- **How to complete this task**
These records contain pictures, which must be left out; copy exactly the lines from the one with "pinky dip: (323, 262)" up to and including the one with "middle dip: (1104, 770)".

- **Extracted entries**
------------
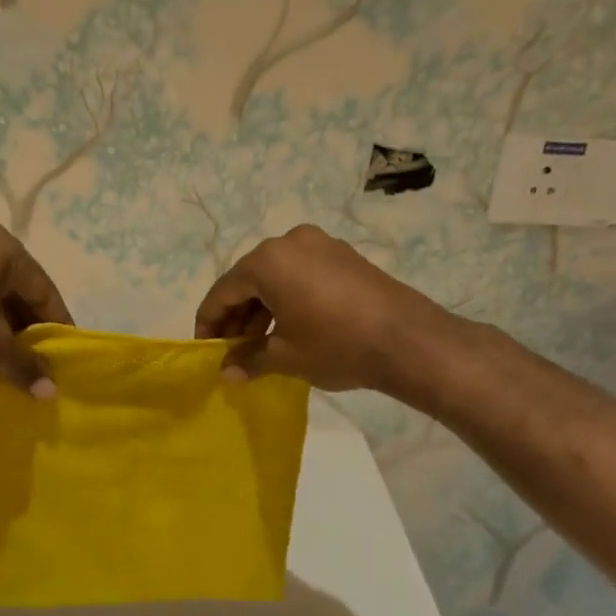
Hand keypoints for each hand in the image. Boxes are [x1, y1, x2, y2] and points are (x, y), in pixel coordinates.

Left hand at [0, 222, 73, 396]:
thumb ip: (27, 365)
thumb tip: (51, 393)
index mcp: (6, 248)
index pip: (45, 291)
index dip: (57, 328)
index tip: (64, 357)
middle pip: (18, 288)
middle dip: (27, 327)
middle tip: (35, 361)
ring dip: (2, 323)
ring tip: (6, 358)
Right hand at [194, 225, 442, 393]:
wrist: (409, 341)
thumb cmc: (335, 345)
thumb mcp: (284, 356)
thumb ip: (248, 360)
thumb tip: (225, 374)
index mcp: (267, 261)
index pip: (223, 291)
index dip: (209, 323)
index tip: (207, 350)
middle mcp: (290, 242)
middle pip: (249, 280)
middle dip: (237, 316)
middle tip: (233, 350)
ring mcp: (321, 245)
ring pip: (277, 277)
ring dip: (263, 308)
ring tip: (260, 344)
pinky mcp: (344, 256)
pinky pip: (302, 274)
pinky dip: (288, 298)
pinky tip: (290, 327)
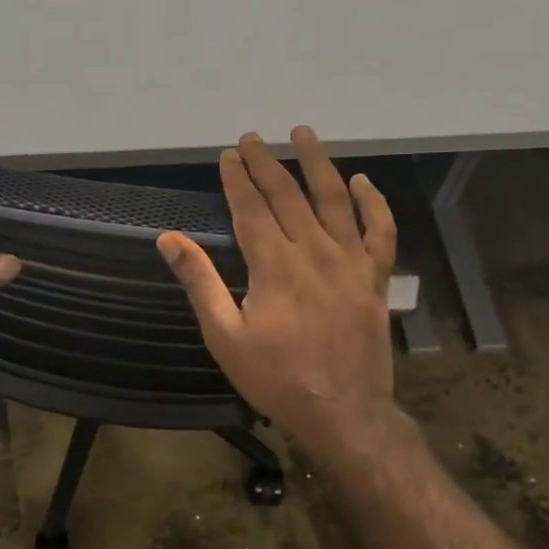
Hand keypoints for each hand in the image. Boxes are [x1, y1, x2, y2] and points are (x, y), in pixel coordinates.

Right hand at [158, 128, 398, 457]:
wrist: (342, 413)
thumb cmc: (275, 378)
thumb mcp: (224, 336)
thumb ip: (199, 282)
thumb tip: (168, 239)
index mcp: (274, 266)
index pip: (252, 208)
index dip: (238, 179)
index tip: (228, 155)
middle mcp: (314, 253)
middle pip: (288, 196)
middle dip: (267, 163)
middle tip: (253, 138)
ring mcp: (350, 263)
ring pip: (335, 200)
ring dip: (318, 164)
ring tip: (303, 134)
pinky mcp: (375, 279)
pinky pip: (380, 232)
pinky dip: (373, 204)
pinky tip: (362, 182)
------------
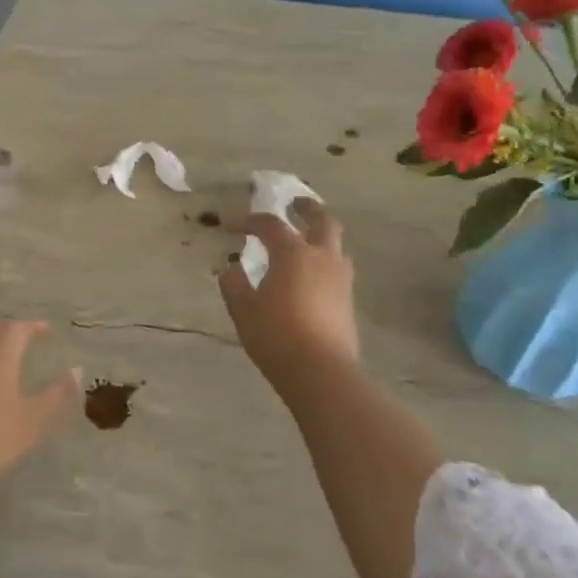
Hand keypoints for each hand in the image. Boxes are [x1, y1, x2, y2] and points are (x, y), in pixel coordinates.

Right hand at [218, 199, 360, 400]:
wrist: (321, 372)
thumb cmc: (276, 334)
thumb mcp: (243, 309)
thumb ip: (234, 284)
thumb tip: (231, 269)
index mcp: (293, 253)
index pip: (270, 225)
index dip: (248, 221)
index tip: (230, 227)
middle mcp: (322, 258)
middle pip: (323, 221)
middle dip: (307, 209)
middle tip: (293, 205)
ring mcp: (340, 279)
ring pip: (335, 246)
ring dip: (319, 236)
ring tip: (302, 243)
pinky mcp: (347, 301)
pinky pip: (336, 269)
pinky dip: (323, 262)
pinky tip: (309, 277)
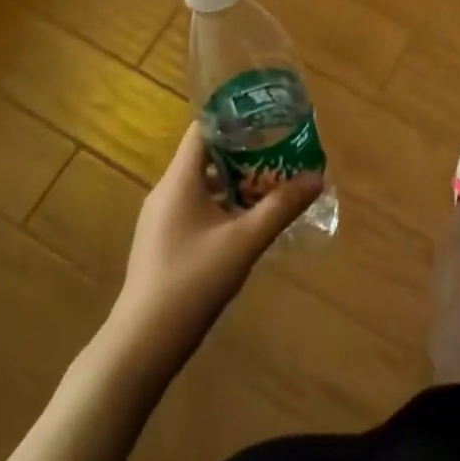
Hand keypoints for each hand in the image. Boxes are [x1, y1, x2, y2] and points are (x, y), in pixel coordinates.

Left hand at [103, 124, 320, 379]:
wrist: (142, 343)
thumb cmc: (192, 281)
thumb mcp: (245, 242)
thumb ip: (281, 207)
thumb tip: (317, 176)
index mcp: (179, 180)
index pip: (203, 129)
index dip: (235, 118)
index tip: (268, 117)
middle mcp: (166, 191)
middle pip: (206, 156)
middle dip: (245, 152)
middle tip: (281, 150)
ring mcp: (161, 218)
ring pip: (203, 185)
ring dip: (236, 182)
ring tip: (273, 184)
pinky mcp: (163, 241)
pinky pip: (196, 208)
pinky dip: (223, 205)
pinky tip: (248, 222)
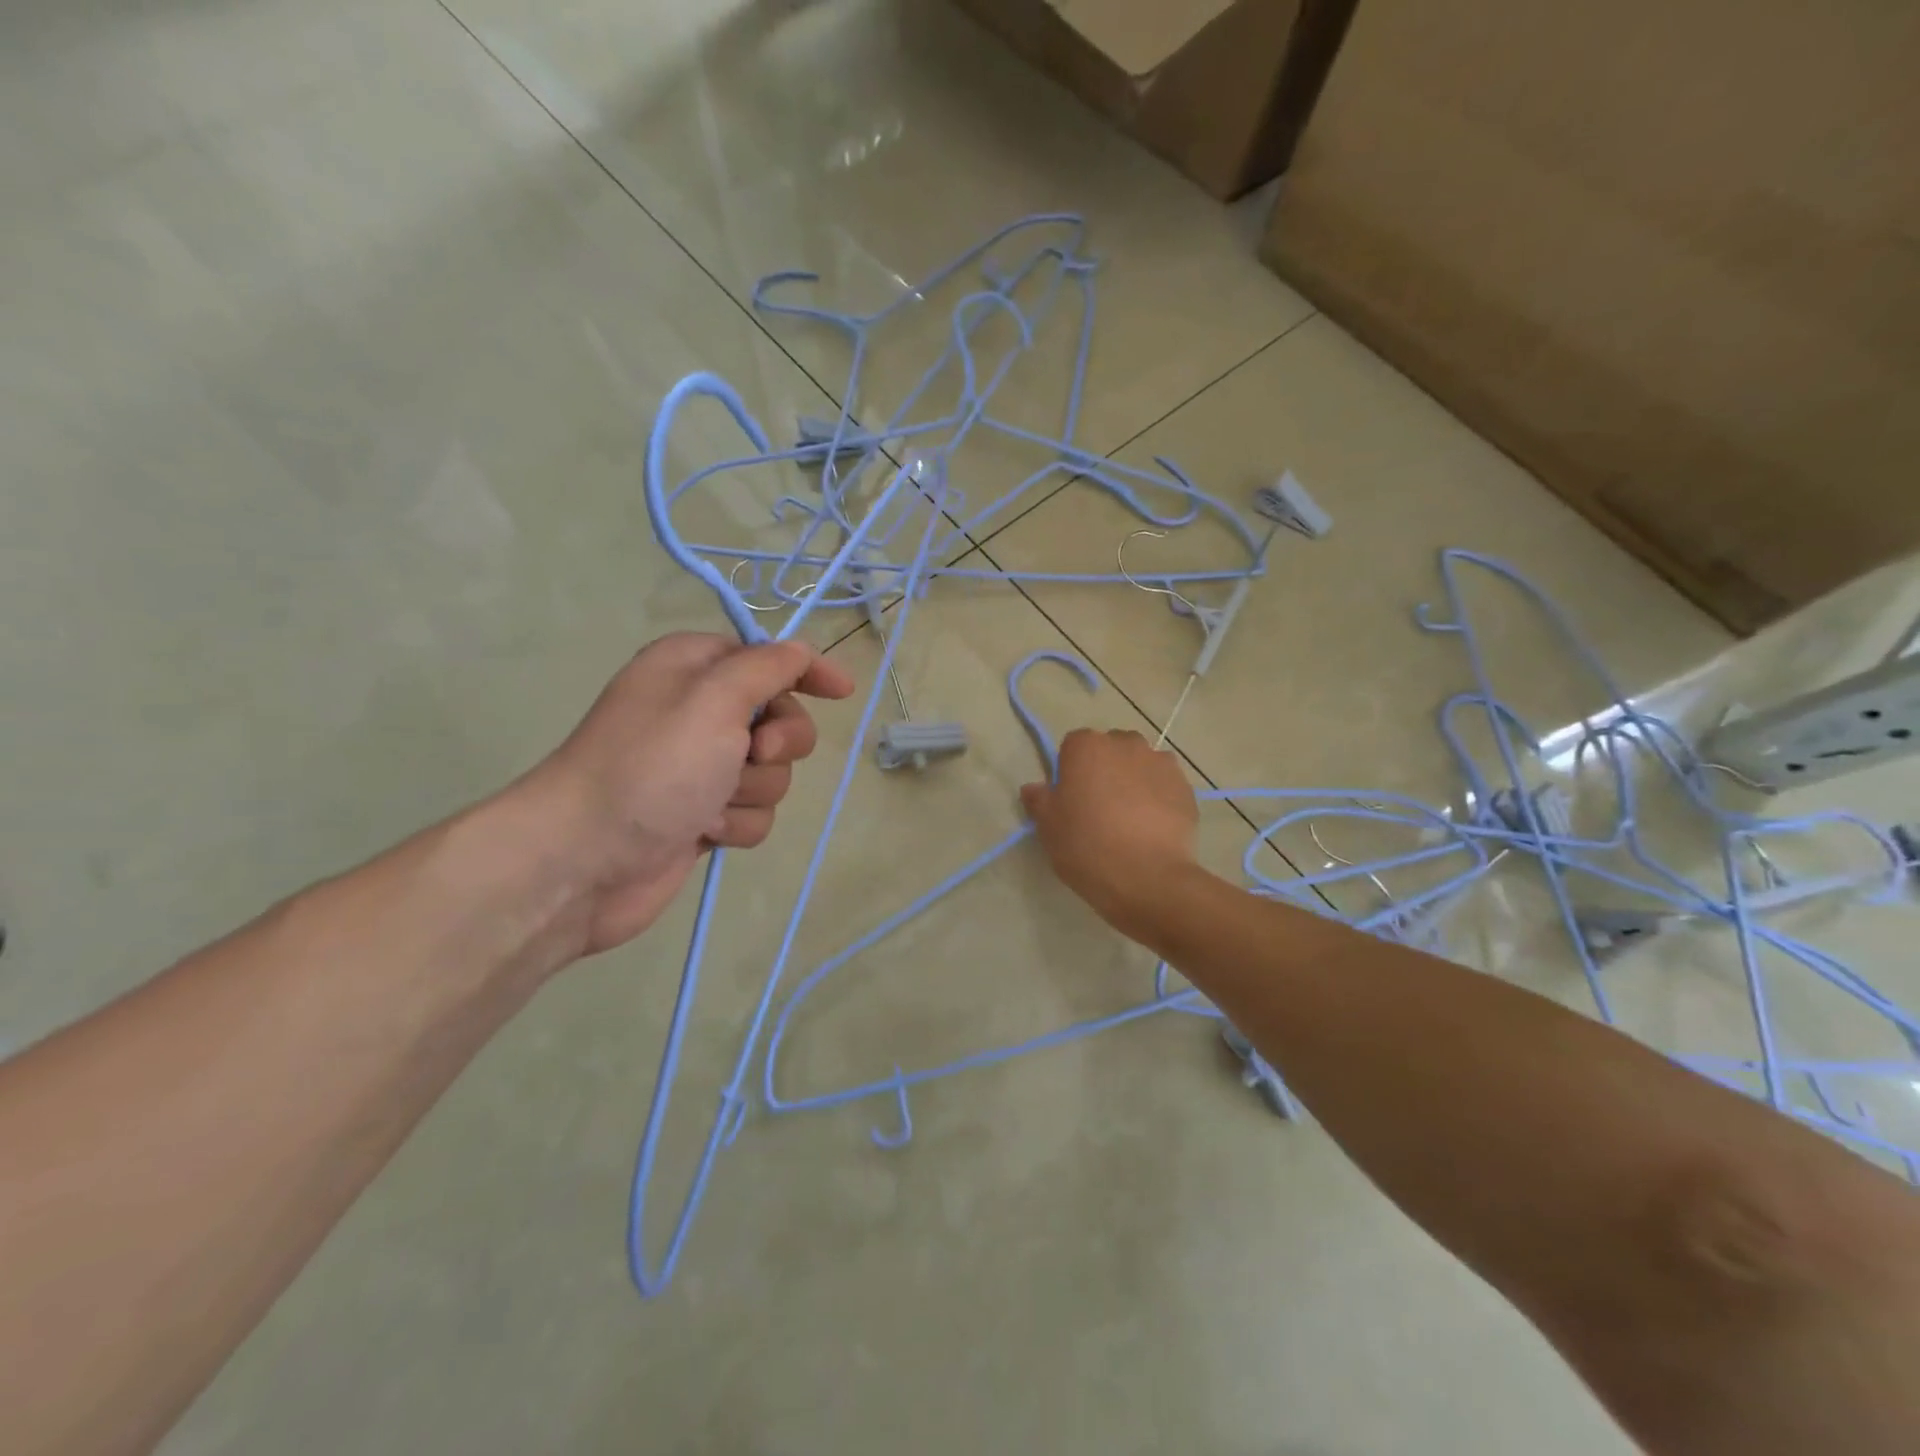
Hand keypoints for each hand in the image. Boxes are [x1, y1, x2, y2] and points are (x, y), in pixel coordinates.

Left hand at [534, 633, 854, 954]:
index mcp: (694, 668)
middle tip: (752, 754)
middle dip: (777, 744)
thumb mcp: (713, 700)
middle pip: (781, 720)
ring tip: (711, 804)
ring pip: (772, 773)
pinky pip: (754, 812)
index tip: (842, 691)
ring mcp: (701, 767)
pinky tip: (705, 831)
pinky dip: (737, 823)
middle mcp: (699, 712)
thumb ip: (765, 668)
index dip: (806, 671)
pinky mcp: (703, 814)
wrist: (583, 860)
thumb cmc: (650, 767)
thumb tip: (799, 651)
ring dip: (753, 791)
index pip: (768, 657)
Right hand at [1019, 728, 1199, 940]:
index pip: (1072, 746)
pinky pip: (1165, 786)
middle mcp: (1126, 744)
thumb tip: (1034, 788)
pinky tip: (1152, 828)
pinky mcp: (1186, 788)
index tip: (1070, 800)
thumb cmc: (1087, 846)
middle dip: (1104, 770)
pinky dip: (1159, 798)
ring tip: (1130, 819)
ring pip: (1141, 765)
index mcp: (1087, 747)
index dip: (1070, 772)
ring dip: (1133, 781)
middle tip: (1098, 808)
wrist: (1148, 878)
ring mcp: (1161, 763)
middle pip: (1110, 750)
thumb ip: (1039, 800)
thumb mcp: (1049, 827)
------------
- **Task output**
pinky dip: (323, 262)
pinky tip: (309, 277)
Hand keypoints for each hand in the image. Boxes are [x1, y1, x2, y2] and points are (x, y), in pixel coordinates.

Left hand at [103, 124, 320, 379]:
wrist: (142, 343)
thumb cmc: (192, 281)
thumb mcp: (245, 242)
thumb ip: (281, 207)
thumb tip: (317, 176)
index mcp: (179, 180)
index pip: (203, 129)
index dip: (235, 118)
index tip: (268, 117)
middle mcp: (166, 191)
middle pip: (206, 156)
middle dip: (245, 152)
middle tip: (281, 150)
ring mcp: (161, 218)
ring pip: (203, 185)
ring dip: (236, 182)
ring tip: (273, 184)
pinky mcp: (163, 241)
pinky pip: (196, 208)
pinky dip: (223, 205)
pinky tip: (248, 222)
Hand keypoints for each hand in the image. Boxes are [x1, y1, x2, y2] and points are (x, y), in pixel coordinates.

Left hand at [534, 633, 854, 954]:
index mcp: (694, 668)
middle tip: (752, 754)
middle dip: (777, 744)
thumb mcp: (713, 700)
middle pip: (781, 720)
ring tip: (711, 804)
ring pip: (772, 773)
pinky pip: (754, 812)
index tip: (842, 691)
ring mcp: (701, 767)
pinky tip: (705, 831)
pinky dip: (737, 823)
middle mcp: (699, 712)
thumb ip: (765, 668)
index dip: (806, 671)
pinky mcp: (703, 814)
wrist: (583, 860)
thumb cmc: (650, 767)
thumb tip: (799, 651)
ring dip: (753, 791)
index pip: (768, 657)
Right hand at [1019, 728, 1199, 940]:
index pip: (1072, 746)
pinky pip: (1165, 786)
middle mcp: (1126, 744)
thumb tip: (1034, 788)
pinky tip: (1152, 828)
pinky mcp: (1186, 788)
index tip: (1070, 800)
thumb cmc: (1087, 846)
middle dip: (1104, 770)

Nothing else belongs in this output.